Records excerpted from a collection —
[Start of Attachment]

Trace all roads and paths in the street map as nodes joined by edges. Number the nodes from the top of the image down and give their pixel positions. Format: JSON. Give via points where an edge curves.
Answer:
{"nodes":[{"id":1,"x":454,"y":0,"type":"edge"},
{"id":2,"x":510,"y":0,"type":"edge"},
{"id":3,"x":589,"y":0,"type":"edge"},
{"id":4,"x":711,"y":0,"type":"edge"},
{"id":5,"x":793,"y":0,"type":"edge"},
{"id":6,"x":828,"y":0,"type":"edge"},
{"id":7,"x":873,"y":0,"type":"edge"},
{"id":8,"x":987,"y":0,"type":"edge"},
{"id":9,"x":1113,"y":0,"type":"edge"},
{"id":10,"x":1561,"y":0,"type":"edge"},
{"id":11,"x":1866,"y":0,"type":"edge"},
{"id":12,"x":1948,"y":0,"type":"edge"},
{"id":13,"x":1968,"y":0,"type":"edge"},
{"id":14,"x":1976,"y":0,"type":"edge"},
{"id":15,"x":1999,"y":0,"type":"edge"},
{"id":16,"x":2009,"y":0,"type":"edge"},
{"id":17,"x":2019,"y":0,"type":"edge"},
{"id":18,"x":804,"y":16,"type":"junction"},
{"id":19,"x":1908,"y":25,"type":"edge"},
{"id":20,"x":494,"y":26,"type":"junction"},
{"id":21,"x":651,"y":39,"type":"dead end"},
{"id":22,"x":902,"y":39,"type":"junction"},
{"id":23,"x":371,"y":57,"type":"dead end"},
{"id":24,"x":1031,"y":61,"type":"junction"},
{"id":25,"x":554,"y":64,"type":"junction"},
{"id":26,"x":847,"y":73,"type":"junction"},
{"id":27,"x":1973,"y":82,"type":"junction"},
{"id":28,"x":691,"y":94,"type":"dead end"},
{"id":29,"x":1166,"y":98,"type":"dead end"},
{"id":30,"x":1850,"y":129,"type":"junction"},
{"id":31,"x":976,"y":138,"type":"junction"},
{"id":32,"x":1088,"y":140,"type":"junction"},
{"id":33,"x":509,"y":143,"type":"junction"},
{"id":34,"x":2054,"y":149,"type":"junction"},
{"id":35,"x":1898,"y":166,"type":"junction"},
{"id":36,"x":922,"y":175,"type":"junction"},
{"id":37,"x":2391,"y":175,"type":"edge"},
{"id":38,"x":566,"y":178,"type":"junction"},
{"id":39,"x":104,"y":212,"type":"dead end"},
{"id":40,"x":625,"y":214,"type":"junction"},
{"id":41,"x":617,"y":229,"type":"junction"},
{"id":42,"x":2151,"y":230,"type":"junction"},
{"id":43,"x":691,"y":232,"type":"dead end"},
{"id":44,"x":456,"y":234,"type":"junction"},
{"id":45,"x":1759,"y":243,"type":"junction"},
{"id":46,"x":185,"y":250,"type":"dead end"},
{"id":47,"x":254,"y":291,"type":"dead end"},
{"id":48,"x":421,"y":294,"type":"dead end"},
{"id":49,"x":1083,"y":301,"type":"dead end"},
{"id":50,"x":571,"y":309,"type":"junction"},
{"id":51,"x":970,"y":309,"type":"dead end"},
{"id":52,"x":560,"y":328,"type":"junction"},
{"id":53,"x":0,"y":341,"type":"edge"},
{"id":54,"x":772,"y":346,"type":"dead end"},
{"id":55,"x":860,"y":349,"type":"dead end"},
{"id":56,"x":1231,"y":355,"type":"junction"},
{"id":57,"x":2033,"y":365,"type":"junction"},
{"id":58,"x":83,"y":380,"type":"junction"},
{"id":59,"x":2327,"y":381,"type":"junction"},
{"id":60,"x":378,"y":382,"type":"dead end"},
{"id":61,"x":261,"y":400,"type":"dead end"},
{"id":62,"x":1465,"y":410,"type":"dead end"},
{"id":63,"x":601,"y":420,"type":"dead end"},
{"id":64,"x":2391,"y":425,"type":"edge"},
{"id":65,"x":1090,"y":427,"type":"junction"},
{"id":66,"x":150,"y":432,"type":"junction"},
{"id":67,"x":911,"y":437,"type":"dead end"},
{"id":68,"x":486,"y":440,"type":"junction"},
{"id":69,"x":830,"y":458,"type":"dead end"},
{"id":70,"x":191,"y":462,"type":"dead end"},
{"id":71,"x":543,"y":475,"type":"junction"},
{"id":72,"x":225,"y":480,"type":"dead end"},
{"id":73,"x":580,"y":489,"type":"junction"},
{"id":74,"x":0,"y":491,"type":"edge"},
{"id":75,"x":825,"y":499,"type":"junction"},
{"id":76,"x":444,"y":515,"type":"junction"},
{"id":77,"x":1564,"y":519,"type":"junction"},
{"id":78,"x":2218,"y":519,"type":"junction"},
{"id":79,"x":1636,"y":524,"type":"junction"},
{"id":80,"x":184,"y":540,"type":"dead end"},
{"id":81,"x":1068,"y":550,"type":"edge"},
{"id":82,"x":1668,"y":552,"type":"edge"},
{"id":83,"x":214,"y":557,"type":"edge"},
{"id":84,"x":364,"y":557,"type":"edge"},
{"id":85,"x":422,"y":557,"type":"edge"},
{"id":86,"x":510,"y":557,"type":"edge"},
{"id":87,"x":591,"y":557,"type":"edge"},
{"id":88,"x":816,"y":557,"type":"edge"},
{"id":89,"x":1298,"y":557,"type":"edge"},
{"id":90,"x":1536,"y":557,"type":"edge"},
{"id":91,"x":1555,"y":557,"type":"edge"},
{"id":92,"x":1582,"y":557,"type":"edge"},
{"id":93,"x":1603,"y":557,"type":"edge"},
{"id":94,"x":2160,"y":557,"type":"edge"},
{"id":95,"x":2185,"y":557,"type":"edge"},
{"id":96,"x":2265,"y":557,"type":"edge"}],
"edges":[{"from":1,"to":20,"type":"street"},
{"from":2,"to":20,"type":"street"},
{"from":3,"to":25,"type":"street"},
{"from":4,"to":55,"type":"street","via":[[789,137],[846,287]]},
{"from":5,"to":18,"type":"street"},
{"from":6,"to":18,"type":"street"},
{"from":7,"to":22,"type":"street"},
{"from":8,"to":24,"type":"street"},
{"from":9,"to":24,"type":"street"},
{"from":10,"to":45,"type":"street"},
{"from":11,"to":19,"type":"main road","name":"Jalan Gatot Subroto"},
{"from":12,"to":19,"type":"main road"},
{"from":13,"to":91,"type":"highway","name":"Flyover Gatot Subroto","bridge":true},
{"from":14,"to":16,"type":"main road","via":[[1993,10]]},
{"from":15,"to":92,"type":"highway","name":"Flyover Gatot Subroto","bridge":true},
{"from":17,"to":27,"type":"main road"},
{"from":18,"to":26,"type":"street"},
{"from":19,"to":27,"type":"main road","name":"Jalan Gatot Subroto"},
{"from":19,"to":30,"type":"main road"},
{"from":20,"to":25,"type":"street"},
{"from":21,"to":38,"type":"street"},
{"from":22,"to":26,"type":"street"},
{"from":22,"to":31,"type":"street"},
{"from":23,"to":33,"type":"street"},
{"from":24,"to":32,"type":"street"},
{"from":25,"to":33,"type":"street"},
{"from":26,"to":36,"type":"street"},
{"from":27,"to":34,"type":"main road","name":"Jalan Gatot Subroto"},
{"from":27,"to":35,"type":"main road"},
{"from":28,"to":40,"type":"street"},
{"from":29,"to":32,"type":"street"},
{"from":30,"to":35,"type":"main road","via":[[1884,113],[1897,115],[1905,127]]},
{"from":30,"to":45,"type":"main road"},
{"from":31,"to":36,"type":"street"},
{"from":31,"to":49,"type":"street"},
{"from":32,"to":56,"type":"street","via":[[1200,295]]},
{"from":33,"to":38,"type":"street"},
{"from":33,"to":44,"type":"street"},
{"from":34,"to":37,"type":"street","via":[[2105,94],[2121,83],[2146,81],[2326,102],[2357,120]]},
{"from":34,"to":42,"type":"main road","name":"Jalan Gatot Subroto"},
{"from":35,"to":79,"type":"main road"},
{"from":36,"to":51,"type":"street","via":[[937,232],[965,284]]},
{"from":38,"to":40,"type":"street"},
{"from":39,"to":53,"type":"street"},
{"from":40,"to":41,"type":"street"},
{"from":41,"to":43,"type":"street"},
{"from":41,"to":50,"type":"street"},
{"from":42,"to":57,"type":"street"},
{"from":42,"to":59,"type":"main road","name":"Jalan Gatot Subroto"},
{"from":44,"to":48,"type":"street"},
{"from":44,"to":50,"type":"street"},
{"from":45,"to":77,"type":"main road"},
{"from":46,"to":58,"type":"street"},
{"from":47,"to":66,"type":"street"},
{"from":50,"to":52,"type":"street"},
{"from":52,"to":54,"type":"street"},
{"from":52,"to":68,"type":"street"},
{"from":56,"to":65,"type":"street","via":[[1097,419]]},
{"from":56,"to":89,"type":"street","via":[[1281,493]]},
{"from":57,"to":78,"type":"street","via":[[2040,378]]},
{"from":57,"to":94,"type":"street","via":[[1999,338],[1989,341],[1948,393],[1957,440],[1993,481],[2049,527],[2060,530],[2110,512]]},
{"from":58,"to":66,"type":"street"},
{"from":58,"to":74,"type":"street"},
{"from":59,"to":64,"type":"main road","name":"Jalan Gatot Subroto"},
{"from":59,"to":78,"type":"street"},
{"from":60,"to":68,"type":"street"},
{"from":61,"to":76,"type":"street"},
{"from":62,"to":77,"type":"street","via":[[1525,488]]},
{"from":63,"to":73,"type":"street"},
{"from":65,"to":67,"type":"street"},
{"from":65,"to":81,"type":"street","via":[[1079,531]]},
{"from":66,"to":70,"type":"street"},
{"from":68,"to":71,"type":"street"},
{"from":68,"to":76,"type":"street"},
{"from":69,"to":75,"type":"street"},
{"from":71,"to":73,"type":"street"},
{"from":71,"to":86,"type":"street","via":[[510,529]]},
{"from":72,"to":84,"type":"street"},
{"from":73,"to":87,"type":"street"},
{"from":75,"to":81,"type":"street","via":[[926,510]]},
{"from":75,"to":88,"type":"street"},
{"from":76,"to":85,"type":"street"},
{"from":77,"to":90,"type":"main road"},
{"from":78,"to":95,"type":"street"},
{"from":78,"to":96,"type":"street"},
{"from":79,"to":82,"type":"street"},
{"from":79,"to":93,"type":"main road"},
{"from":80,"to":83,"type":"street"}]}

[End of Attachment]

WORK INSTRUCTION — The string "edges" may appear in the entries. Say how many lines contain it, as a bare number.

REPLY TO THE EXERCISE — 2